Vergangenen Dezember berichtete mir eine Stickerin von einem Stift, den sie in ihrer Stickgruppe zum Übertragen der Muster auf den Stoff nutzten und mit dem sie sehr zufrieden ist. Sie empfahl mir, diesen Stift ebenfalls zu nutzen.
Bei dem Stift handelt es sich um einen Tintenroller mit metamorpher Tinte. Diese hat die Eigenschaft, bei höheren Temperaturen (ab 65°C) unsichtbar zu werden.

Ich beschloss, den Stift einem Test zu unterziehen.

Der Stift hat den Namen FriXion Ball und wird von der Firma Pilot produziert. Er ist in unterschiedlichen Farben und verschiedenen Stärken erhältlich. Die mittlere Stärke – 0.7 mm – gibt es in vielen ortsansässigen Geschäften mit Schreibwarenabteilung. So besorgte ich mir einen Stift dieser Stärke sowie ein paar blaue Austauschminen.

Für meinen Test nutzte ich ein kleines Muster und Weddigen Leinen #180.

Nur mit Hilfe eines Lichtpaneels war es möglich, die Musterzeichnung gut durch das Leinen zu erkennen.

Langsam und vorsichtig begann ich, meine Linien entlang des Designs zu ziehen. Für mich – gewohnt mit einem Bügelmusterstift zu arbeiten – war die Übertragung direkt auf den Stoff gewöhnungsbedürftig. Das ständige Auf und Ab der Stiftspitze beim Überqueren der Gewebefäden ließ meine Linien etwas zittrig aussehen. (Vielleicht könnte man durch etwas mehr Übung eine Verbesserung erzielen.)

Wie dem auch sei, insgesamt erschienen die Linien fein (schmal) und klar.

Das Sticken entlang der Linien war kein Problem – nichts verwischte, alle Linien blieben bis zum Schluss klar sichtbar.

Weil beschrieben ist, dass die Linien bei höheren Temperaturen verschwinden, nutzte ich meinen Föhn. Schon nach ein paar Sekunden war mein Projekt frei von Konturlinien.

Nach Kochwäsche zum Einlaufen, Trocknen und Bügeln, war ich mit meiner Arbeit sehr zufrieden: sie erstrahlte in Weiß – und das ganz ohne große Mühe!

Normalerweise wird der Stift zum Schreiben verwendet. Und es kann passieren, dass Sonnenschein die Schrift löscht. Die Produktbeschreibung sagt, dass aus Versehen gelöschte Linien bei niedrigen Temperaturen wieder zum Vorschein kommen: eine kurze Zeit im Gefrierfach (-10°C) hilft, die Schrift wieder herzustellen.

Das zu wissen ist hilfreich, wenn man die Stickerei einmal bei Sonnenschein und warmen Temperaturen mit nach Draußen nimmt und die Konturlinien plötzlich nicht mehr zu sehen sind.

Aber eine fertige Stickerei wird man wohl nur selten in ein Gefrierfach geben.
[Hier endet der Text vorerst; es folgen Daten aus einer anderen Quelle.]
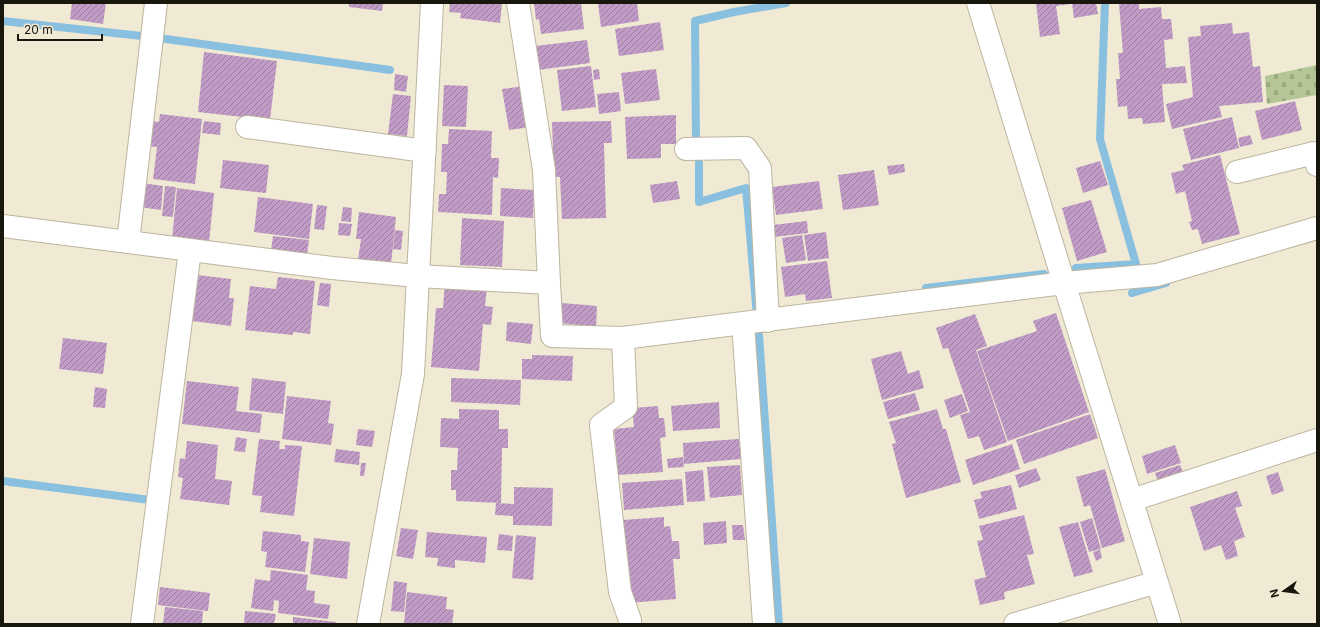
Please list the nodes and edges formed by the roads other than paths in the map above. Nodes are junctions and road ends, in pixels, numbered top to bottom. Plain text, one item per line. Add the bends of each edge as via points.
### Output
1 (156, 3) edge
2 (432, 3) edge
3 (518, 3) edge
4 (978, 3) edge
5 (247, 127) dead end
6 (686, 149) dead end
7 (425, 151) junction
8 (1317, 165) edge
9 (1237, 172) dead end
10 (3, 226) edge
11 (1317, 228) edge
12 (128, 242) junction
13 (190, 250) junction
14 (418, 276) junction
15 (549, 283) junction
16 (1064, 283) junction
17 (768, 320) junction
18 (743, 323) junction
19 (623, 338) junction
20 (1317, 440) edge
21 (1132, 500) junction
22 (1157, 582) junction
23 (142, 624) edge
24 (368, 624) edge
25 (630, 624) edge
26 (764, 624) edge
27 (1015, 624) edge
28 (1170, 624) edge

1 - 12 street
2 - 7 street
3 - 15 street via 544,170
4 - 16 street
5 - 7 street
6 - 17 street via 746,148 760,168
7 - 14 street
8 - 9 street via 1314,153
10 - 12 street
11 - 16 street via 1157,275
12 - 13 street
13 - 14 street
13 - 23 street
14 - 15 street
14 - 24 street via 413,374
15 - 19 street via 552,336
16 - 17 street
16 - 21 street
17 - 18 street
18 - 19 street
18 - 26 street
19 - 25 street via 626,408 601,425 620,592
20 - 21 street
21 - 22 street
22 - 27 street
22 - 28 street

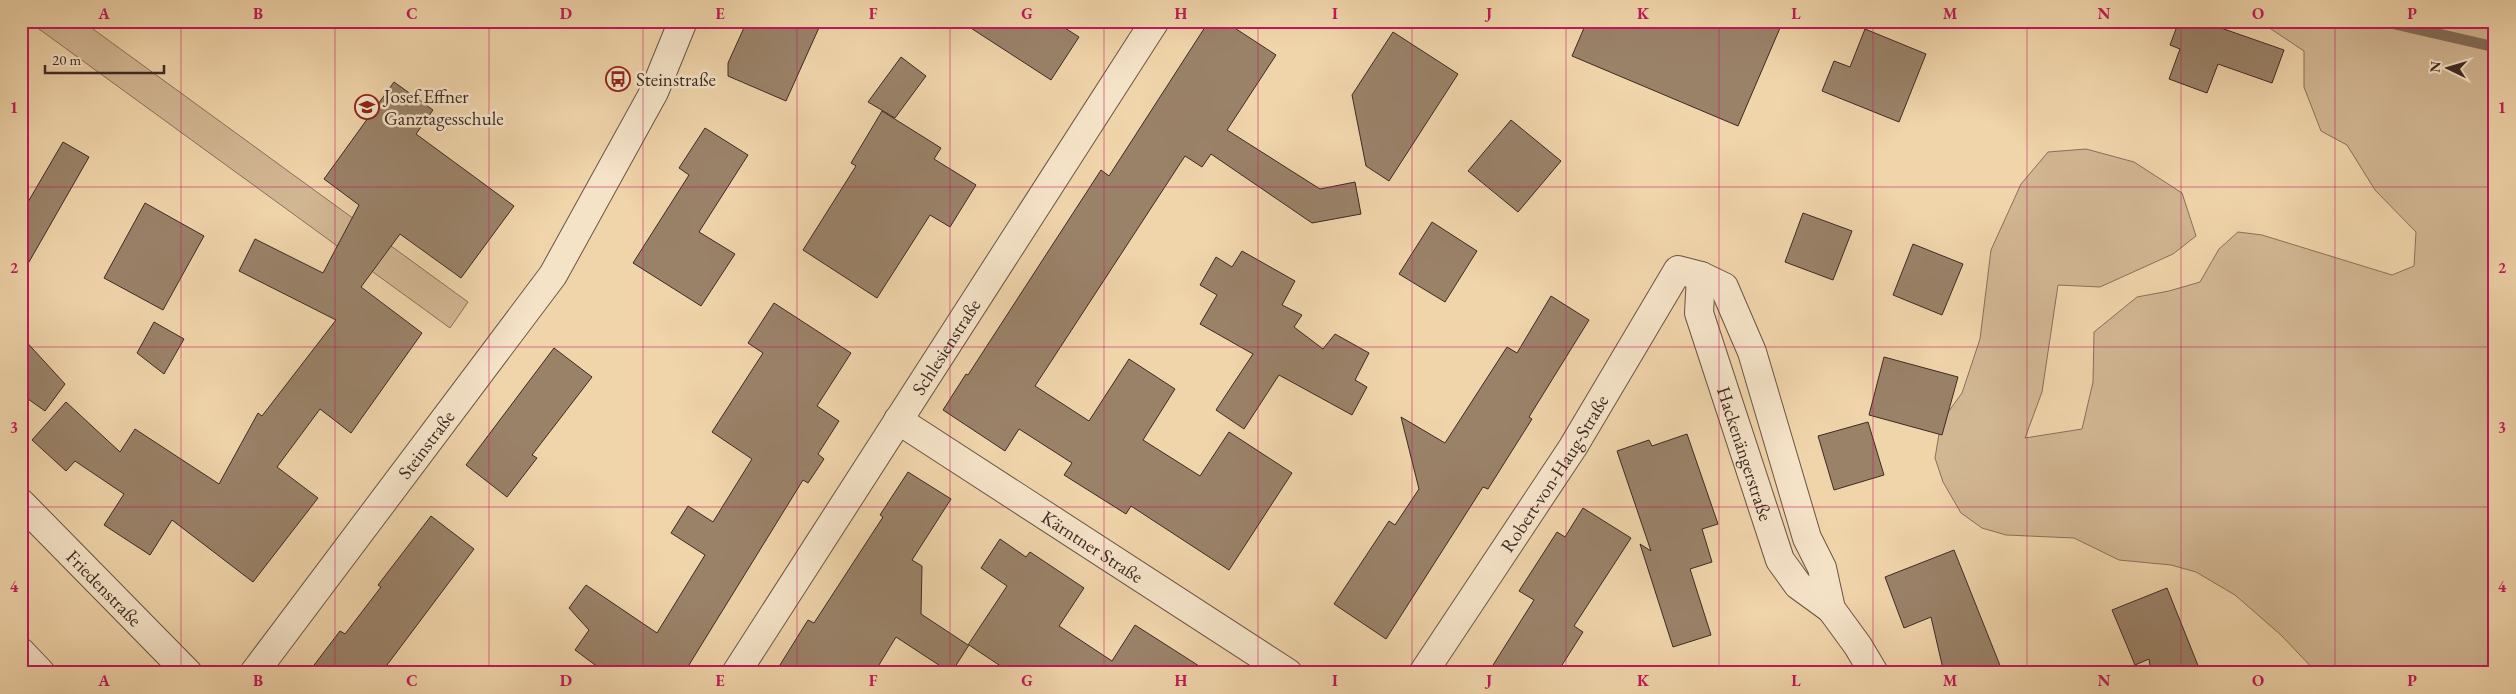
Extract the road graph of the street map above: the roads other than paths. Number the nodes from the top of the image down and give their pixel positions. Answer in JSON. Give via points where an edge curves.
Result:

Jedoch zum Test habe ich mein Projekt der Kälte des Gefrierschrankes ausgesetzt.

Schon nach kurzer Zeit kamen blaue Linien zurück.

Das zeigt, dass die Tinte, auch wenn erst einmal unsichtbar, weiterhin auf dem Leinen verblieben ist.

Deshalb muss hinterfragt werden, ob die Tinte eines Tages Schaden am Leinen verursachen kann? Werden vielleicht – bedingt durch einen chemischen Prozess – die Linien irgendwann als gelber oder beiger Schimmer erscheinen?

Die Stickerin, die mir den Stift empfahl, berichtete, dass ihre Gruppe damit seit zwei Jahren arbeitet und bisher noch keine negativen Erfahrungen gemacht hat. Sie sagte mir auch, dass der Stift mit der etwas breiteren Spitze das Aufzeichnen erleichtert.

Solange aber meine aufgezeigten Bedenken nicht ausgeräumt sind, kann ich nach reiflicher Überlegung diesen Stift zur Übertragen der Muster für Weißstickerei guten Gewissens derzeit nicht empfehlen.

Nachgelegt am 06. Juni 2023: Inzwischen habe ich die Reaktion der Stifte auf dem Leinen über mehrere Jahre beobachtet und keine Verfärbungen feststellen können. Auch einige meiner Blogleserinnen, die dem Stift häufig verwenden, konnten keine negativen Auswirkungen feststellen. Daher kann ich nun den Stift zur Musterübertragung oder zum Nachzeichnen verblasster Bügelstiftlinien mit gutem Gewissen empfehlen.